The UTU, which announced the rejection of the contract Wednesday, did not release the vote tally or any other information about the vote by its 50,000 members.
Union leaders have returned to Washington to resume negotiations with the National Carriers Conference Committee, which negotiates on behalf of the nation's largest railroads. The National Mediation Board, which oversees rail-labor negotiations, also will resume meeting with UTU officials.
``We were surprised and disappointed,'' said a statement released by the National Carriers Conference. ``We believe the agreement was a fair and equitable one that provided an excellent package of wages and benefits to employees.''
Officials at Norfolk-based Norfolk Southern declined to comment.

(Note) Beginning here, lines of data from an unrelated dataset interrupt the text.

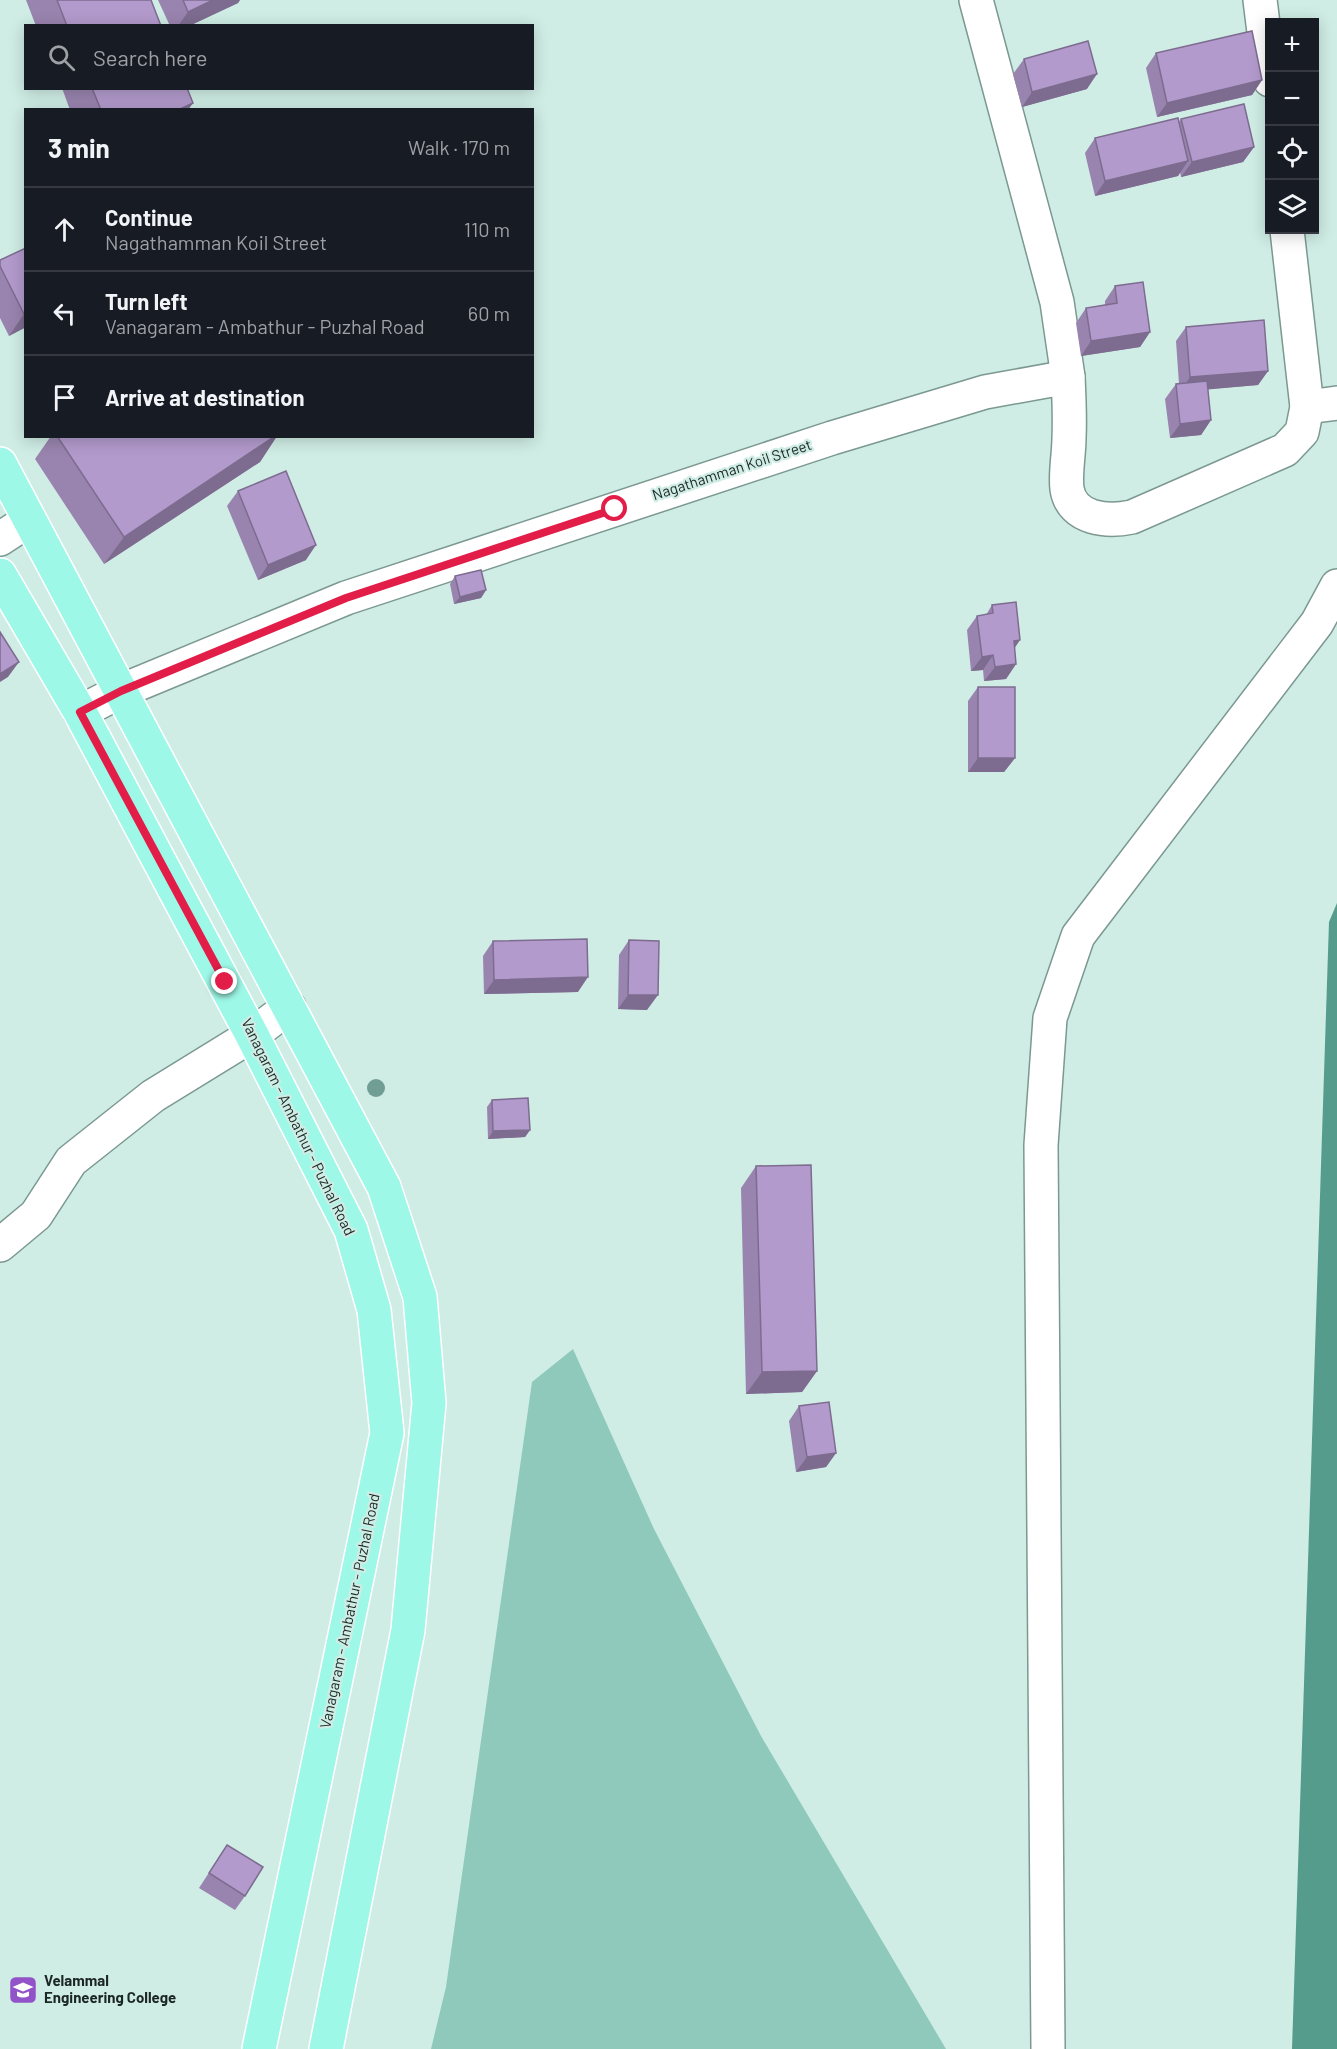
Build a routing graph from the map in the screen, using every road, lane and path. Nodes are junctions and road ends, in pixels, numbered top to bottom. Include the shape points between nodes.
1 (976, 0) edge
2 (1260, 0) edge
3 (1268, 72) edge
4 (1288, 234) edge
5 (1068, 377) junction
6 (1322, 405) edge
7 (0, 464) edge
8 (30, 520) junction
9 (0, 539) edge
10 (0, 575) edge
11 (1337, 586) edge
12 (121, 691) junction
13 (80, 712) junction
14 (289, 1007) junction
15 (252, 1035) junction
16 (0, 1245) edge
17 (259, 2049) edge
18 (326, 2049) edge
19 (1048, 2049) edge

1 - 5 street via 1057,302
2 - 3 street
4 - 6 street
5 - 6 street via 1067,490 1074,505 1094,519 1112,522 1132,517 1286,450
5 - 12 street, Nagathamman Koil Street via 985,392 821,441 346,598
7 - 8 main road
8 - 9 street
8 - 12 main road
10 - 13 main road, Vanagaram - Ambathur - Puzhal Road
11 - 19 street via 1317,623 1078,936 1050,1018 1041,1145
12 - 13 street, Nagathamman Koil Street
12 - 14 main road
13 - 15 main road, Vanagaram - Ambathur - Puzhal Road
14 - 15 street
14 - 18 main road via 384,1187 420,1297 429,1402 408,1630
15 - 16 street via 153,1096 71,1161 36,1215
15 - 17 main road, Vanagaram - Ambathur - Puzhal Road via 351,1230 374,1310 387,1433

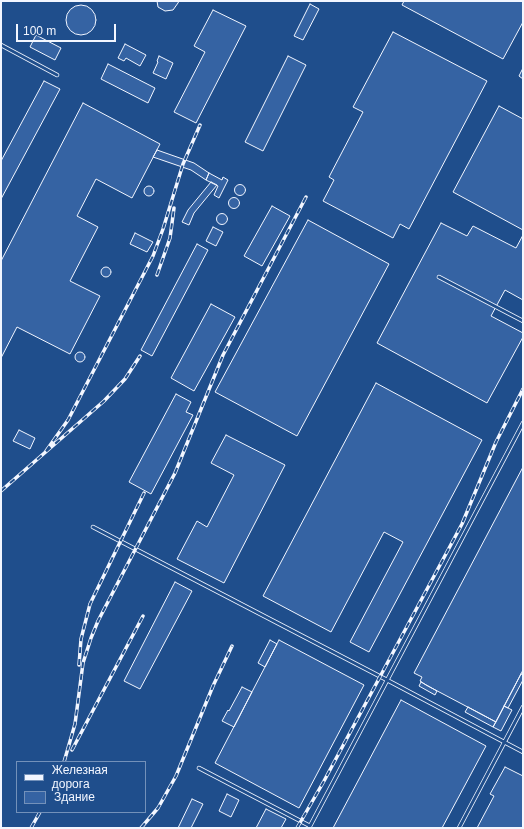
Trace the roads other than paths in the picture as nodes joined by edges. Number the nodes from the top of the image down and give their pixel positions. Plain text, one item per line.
1 (1, 45) edge
2 (58, 75) dead end
3 (439, 277) dead end
4 (523, 321) edge
5 (523, 423) edge
6 (93, 527) dead end
7 (387, 680) junction
8 (523, 707) edge
9 (504, 742) junction
10 (523, 752) edge
11 (199, 768) dead end
12 (309, 827) edge
13 (459, 828) edge

1 - 2 lane
3 - 4 lane
5 - 7 lane
6 - 7 lane
7 - 9 lane
7 - 12 lane
8 - 9 lane
9 - 10 lane
9 - 13 lane
11 - 12 lane

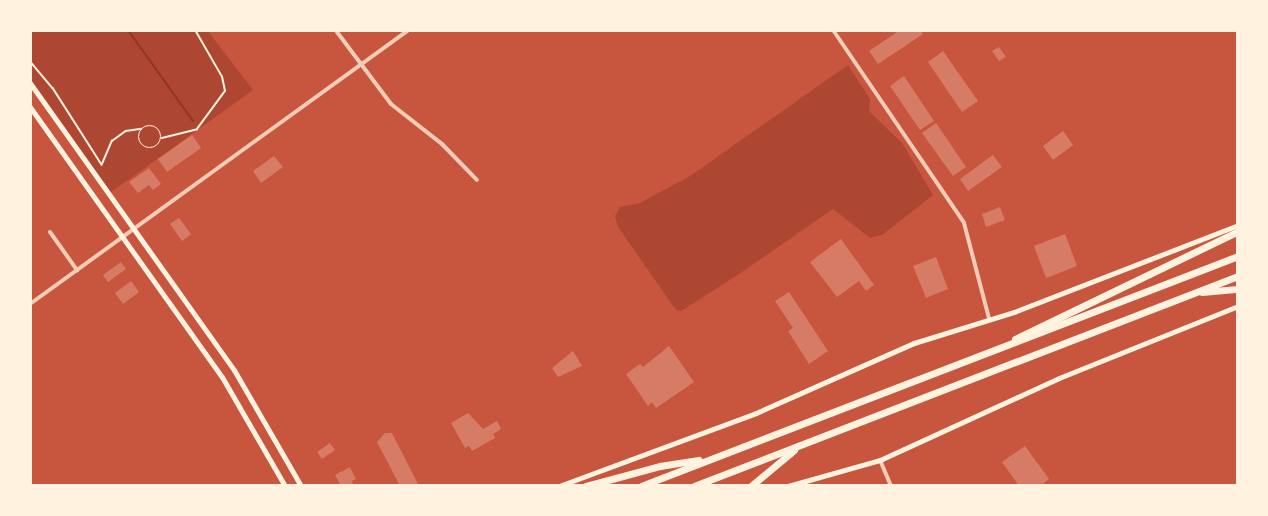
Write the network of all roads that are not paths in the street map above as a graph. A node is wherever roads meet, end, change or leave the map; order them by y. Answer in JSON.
{"nodes":[{"id":1,"x":409,"y":30,"type":"edge"},
{"id":2,"x":833,"y":30,"type":"edge"},
{"id":3,"x":337,"y":32,"type":"dead end"},
{"id":4,"x":359,"y":65,"type":"junction"},
{"id":5,"x":30,"y":83,"type":"edge"},
{"id":6,"x":30,"y":107,"type":"edge"},
{"id":7,"x":477,"y":180,"type":"dead end"},
{"id":8,"x":1238,"y":225,"type":"edge"},
{"id":9,"x":135,"y":227,"type":"junction"},
{"id":10,"x":1238,"y":231,"type":"edge"},
{"id":11,"x":50,"y":232,"type":"dead end"},
{"id":12,"x":124,"y":236,"type":"junction"},
{"id":13,"x":1238,"y":256,"type":"edge"},
{"id":14,"x":77,"y":270,"type":"junction"},
{"id":15,"x":1238,"y":276,"type":"edge"},
{"id":16,"x":1238,"y":289,"type":"edge"},
{"id":17,"x":1193,"y":293,"type":"junction"},
{"id":18,"x":30,"y":304,"type":"edge"},
{"id":19,"x":1238,"y":306,"type":"edge"},
{"id":20,"x":989,"y":318,"type":"junction"},
{"id":21,"x":992,"y":352,"type":"junction"},
{"id":22,"x":234,"y":370,"type":"junction"},
{"id":23,"x":222,"y":377,"type":"junction"},
{"id":24,"x":798,"y":446,"type":"junction"},
{"id":25,"x":711,"y":458,"type":"junction"},
{"id":26,"x":879,"y":460,"type":"junction"},
{"id":27,"x":285,"y":486,"type":"edge"},
{"id":28,"x":301,"y":486,"type":"edge"},
{"id":29,"x":559,"y":486,"type":"edge"},
{"id":30,"x":586,"y":486,"type":"edge"},
{"id":31,"x":641,"y":486,"type":"edge"},
{"id":32,"x":694,"y":486,"type":"edge"},
{"id":33,"x":751,"y":486,"type":"edge"},
{"id":34,"x":788,"y":486,"type":"edge"},
{"id":35,"x":891,"y":486,"type":"edge"}],
"edges":[{"from":1,"to":4,"type":"street"},
{"from":2,"to":20,"type":"street"},
{"from":3,"to":4,"type":"street"},
{"from":4,"to":7,"type":"street"},
{"from":4,"to":9,"type":"street"},
{"from":5,"to":9,"type":"main road"},
{"from":6,"to":12,"type":"main road"},
{"from":8,"to":20,"type":"main road"},
{"from":9,"to":12,"type":"street"},
{"from":9,"to":22,"type":"main road"},
{"from":10,"to":21,"type":"highway"},
{"from":11,"to":14,"type":"street"},
{"from":12,"to":14,"type":"street"},
{"from":12,"to":23,"type":"main road"},
{"from":13,"to":21,"type":"highway"},
{"from":14,"to":18,"type":"street"},
{"from":15,"to":17,"type":"highway"},
{"from":16,"to":17,"type":"highway"},
{"from":17,"to":24,"type":"highway"},
{"from":19,"to":26,"type":"main road"},
{"from":20,"to":29,"type":"main road"},
{"from":21,"to":25,"type":"highway"},
{"from":22,"to":23,"type":"main road"},
{"from":22,"to":28,"type":"main road"},
{"from":23,"to":27,"type":"main road"},
{"from":24,"to":32,"type":"highway"},
{"from":24,"to":33,"type":"highway"},
{"from":25,"to":30,"type":"highway"},
{"from":25,"to":31,"type":"highway"},
{"from":26,"to":34,"type":"main road"},
{"from":26,"to":35,"type":"street"}]}
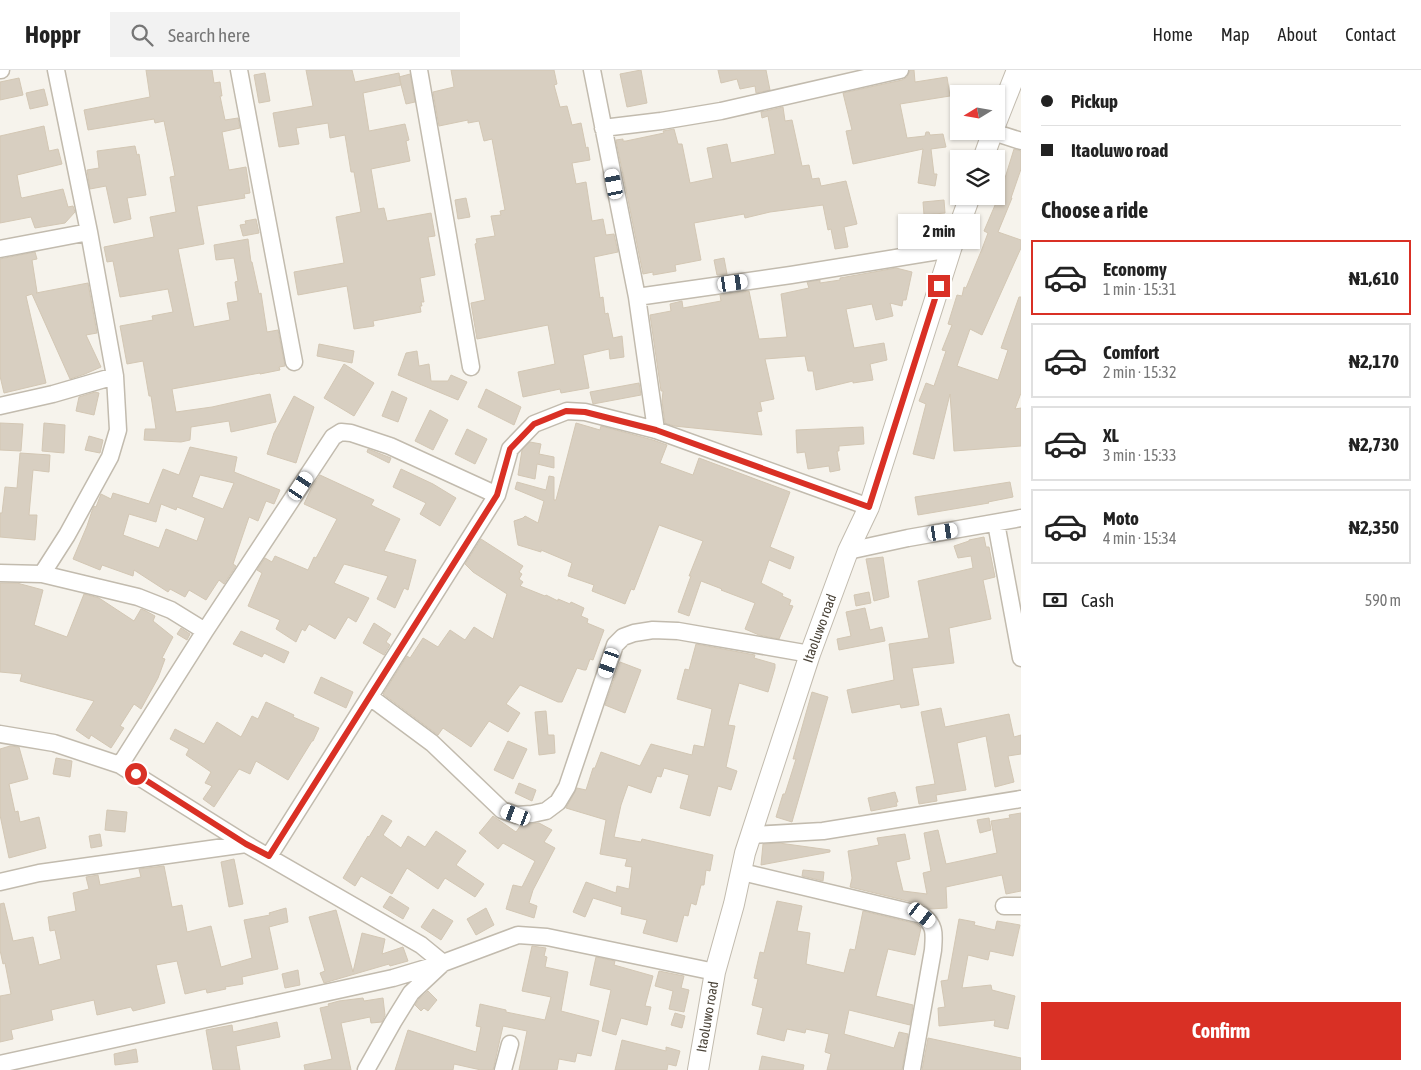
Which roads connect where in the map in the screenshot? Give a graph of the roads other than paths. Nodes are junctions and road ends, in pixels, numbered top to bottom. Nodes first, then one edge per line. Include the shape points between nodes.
1 (56, 70) edge
2 (239, 70) edge
3 (419, 70) edge
4 (592, 70) edge
5 (900, 70) edge
6 (1018, 70) edge
7 (1005, 102) edge
8 (603, 128) junction
9 (1005, 134) edge
10 (1021, 141) edge
11 (967, 205) edge
12 (89, 232) junction
13 (0, 249) edge
14 (951, 249) junction
15 (637, 297) junction
16 (294, 362) dead end
17 (471, 367) dead end
18 (115, 376) junction
19 (0, 406) edge
20 (656, 430) junction
21 (497, 495) junction
22 (869, 507) junction
23 (1021, 518) edge
24 (996, 523) junction
25 (848, 551) junction
26 (0, 573) edge
27 (42, 574) junction
28 (205, 631) junction
29 (810, 654) junction
30 (1021, 658) edge
31 (370, 697) junction
32 (0, 734) edge
33 (120, 765) junction
34 (1021, 799) edge
35 (751, 835) junction
36 (246, 844) junction
37 (269, 856) junction
38 (742, 872) junction
39 (0, 882) edge
40 (1004, 906) dead end
41 (1021, 906) edge
42 (443, 963) junction
43 (715, 972) junction
44 (510, 1044) dead end
45 (0, 1064) edge
46 (912, 1069) dead end
47 (366, 1070) edge
48 (503, 1070) edge
49 (698, 1070) edge

1 - 12 street
2 - 16 street
3 - 17 street
4 - 8 street
5 - 8 street via 721,111
6 - 7 street
8 - 15 street
9 - 10 street
11 - 14 street, Itaoluwo road
12 - 13 street
12 - 18 street
14 - 15 street
14 - 22 street, Itaoluwo road
15 - 20 street
18 - 19 street
18 - 27 street via 118,430 110,457
20 - 21 street via 585,412 566,411 534,424 510,449
20 - 22 street
21 - 28 street via 390,446 341,432 333,437
21 - 31 street
22 - 25 street, Itaoluwo road
23 - 24 street
24 - 25 street
24 - 30 street
25 - 29 street, Itaoluwo road
26 - 27 street
27 - 28 street via 138,597 171,610
28 - 33 street
29 - 31 street via 678,631 653,630 623,637 615,645 567,787 558,802 532,814 516,815 502,810 432,743
29 - 35 street, Itaoluwo road
31 - 37 street
32 - 33 street via 54,743
33 - 36 street
34 - 35 street via 823,831
35 - 38 street, Itaoluwo road
36 - 37 street
36 - 39 street
37 - 42 street via 421,945
38 - 43 street, Itaoluwo road
38 - 46 street via 922,915 930,922 934,933 933,950
40 - 41 street
42 - 43 street via 518,935 547,937
42 - 45 street via 393,978
42 - 47 street via 410,994
43 - 49 street, Itaoluwo road
44 - 48 street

The TCU's strike threat stems from the National Mediation Board's decision Monday to stop talks between the TCU and the railroads because they had made no progress. The contract with the TCU, which represents mostly clerical workers, expired Nov. 1, 1994.
Under the Railway Labor Act, contracts do not expire. Instead, the existing agreements remain in force until new contracts are reached, whether freely negotiated or imposed by Congress to end a crippling strike.
If negotiations and mediation fail, as they have between the carriers and the TCU, there is a 30-day cooling-off period after which a union may strike.
If a strike occurs, the president can appoint an emergency panel to review the dispute automatically suspending the strike. If a settlement isn't reached in 30 days in cooperation with the panel, the union may strike again.
After that only an act of Congress could force the strikers back to work.
Labor negotiations at railroads and airlines are heavily regulated to prevent severe disruption to the nation's economy by a crippling transportation strike.
Railroad officials are particularly disheartened by the UTU vote because they had hoped the tentative deal would be a pattern for pacts with other unions where agreements have been elusive.
Members of the Brotherhood of Locomotive Engineers will finish voting April 19 on a similar contract. Norfolk Southern has been negotiating separately with the engineers' union, which represent about 2,900 of its workers.
The UTU deal was unpopular with some other unions, whose officials complained privately that its 3 percent annual wage increases over five years were inadequate. That pact also included innovations such as greater carrier flexibility, which could have prompted members who fear job losses to reject it.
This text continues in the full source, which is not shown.